The public has a particular interest in transparency regarding the government’s unprecedented intervention in capital markets because of its sheer size, said U.S. Representative Darrell Issa of California, the ranking Republican on the Committee on Oversight and Government Reform. He called the Obama administration “woefully inadequate” at fulfilling its promise of transparency.
Right to Know
“At a time when the role of government and more specifically the Treasury Department, through bailouts and stimulus, is responsible for administering trillions of dollars, there couldn’t be a more important time to uphold the American people’s right to know,” Issa said in an e-mail.
On Jan. 28, 2009, Pittman asked Treasury officials for details related to guarantees the agency had provided on securities held by Citigroup, American International Group Inc. and Bank of America Corp. Among other things, he asked for any contracts with outside firms hired to calculate the assets’ values.

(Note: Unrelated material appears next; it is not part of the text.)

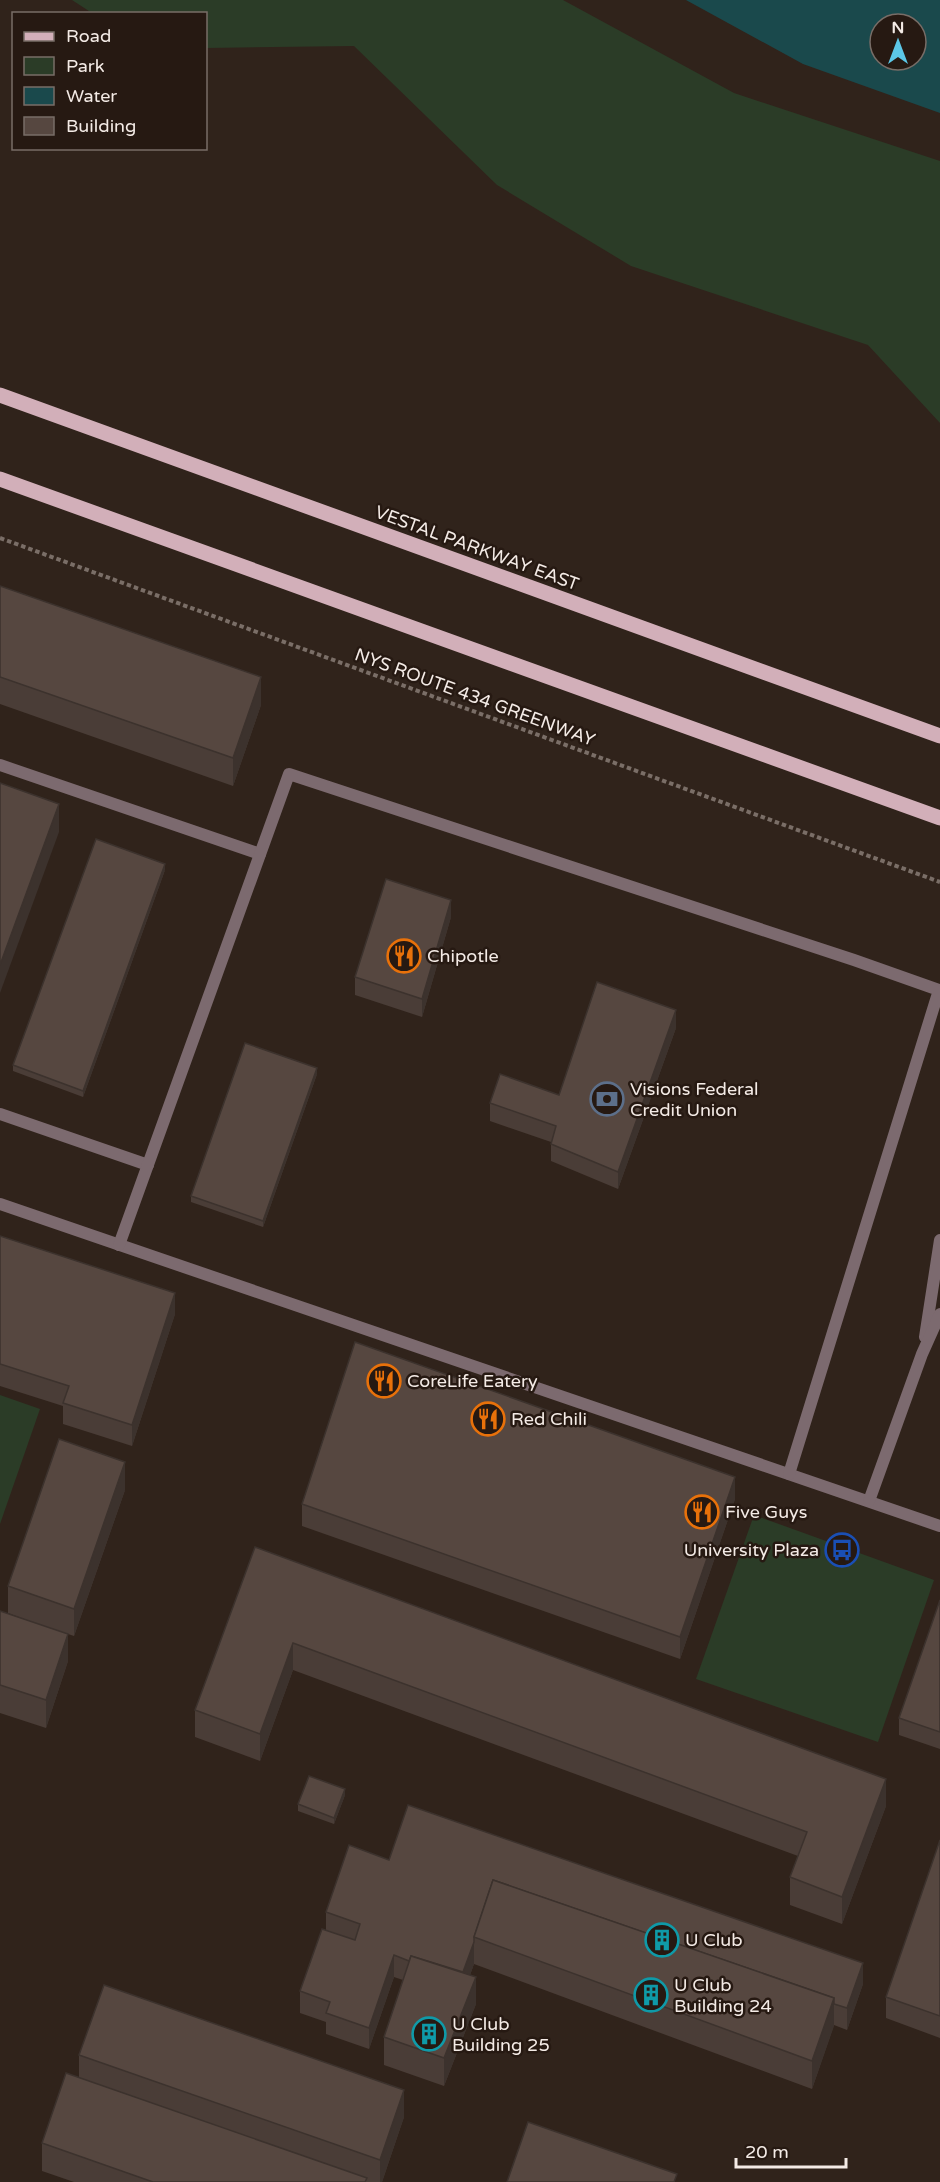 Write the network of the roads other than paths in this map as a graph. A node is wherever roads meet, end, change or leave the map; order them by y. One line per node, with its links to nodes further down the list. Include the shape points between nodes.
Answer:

In its response, Treasury said AIG didn’t participate in its Asset Guarantee Program. Likewise, despite some negotiations, the government and Charlotte, North Carolina-based Bank of America “never entered into a definitive agreement,” the response said.
Citigroup’s Largest Shareholder
That left Citigroup, in which the U.S. government was the largest shareholder as of Oct. 1, according to regulatory filings. Taxpayers’ stake, 12.4 percent, was three times the second-largest investor’s.
In the 560 pages of e-mails exchanged in the last two months of 2008 and January 2009, Treasury employees and their colleagues at the Federal Reserve Bank of New York discuss with attorneys the department’s $20 billion investment in New York- based Citigroup and the $301 billion in guarantees. Both followed an initial $25 billion investment in Citigroup through the Troubled Asset Relief Program in October 2008.
The Treasury Department also released 169 pages that included a “Securities Purchase Agreement” between the bank, the agency and the Federal Deposit Insurance Corp. The document had previously been disclosed in a Jan. 16, 2009, Citigroup regulatory filing -- almost two weeks before Pittman sent his request.
Exemptions Cited
The department held back 866 more pages, saying each was exempt from disclosure on one of four grounds: trade secrets, personnel rules and practices, memos subject to attorney-client privilege and violations of personal privacy.
Treasury also cited the trade-secrets exemption in responding to a separate, similar FOIA request by Bloomberg News for details about Citigroup’s segregated bad assets. In that response, 73 of 104 pages were completely blacked out except for headings. Only six pages -- the cover, contents, a boilerplate list of legal disclosures and a paragraph titled “FOIA Request for Confidential Treatment” -- were free of redactions.
The department’s reply to Pittman’s request will count statistically as a “partial response,” in government reports, said Hugh Gilmore, Treasury’s FOIA public liaison. The response “adhered to the rules, regulations, U.S. attorney general guidance and relevant case law that govern FOIA,” Steven Adamske, a Treasury spokesman, said in an e-mail.
Right of Appeal
People who aren’t satisfied with federal agencies’ responses under FOIA can appeal to them first, and then file civil lawsuits in U.S. District Court to try to force more disclosure.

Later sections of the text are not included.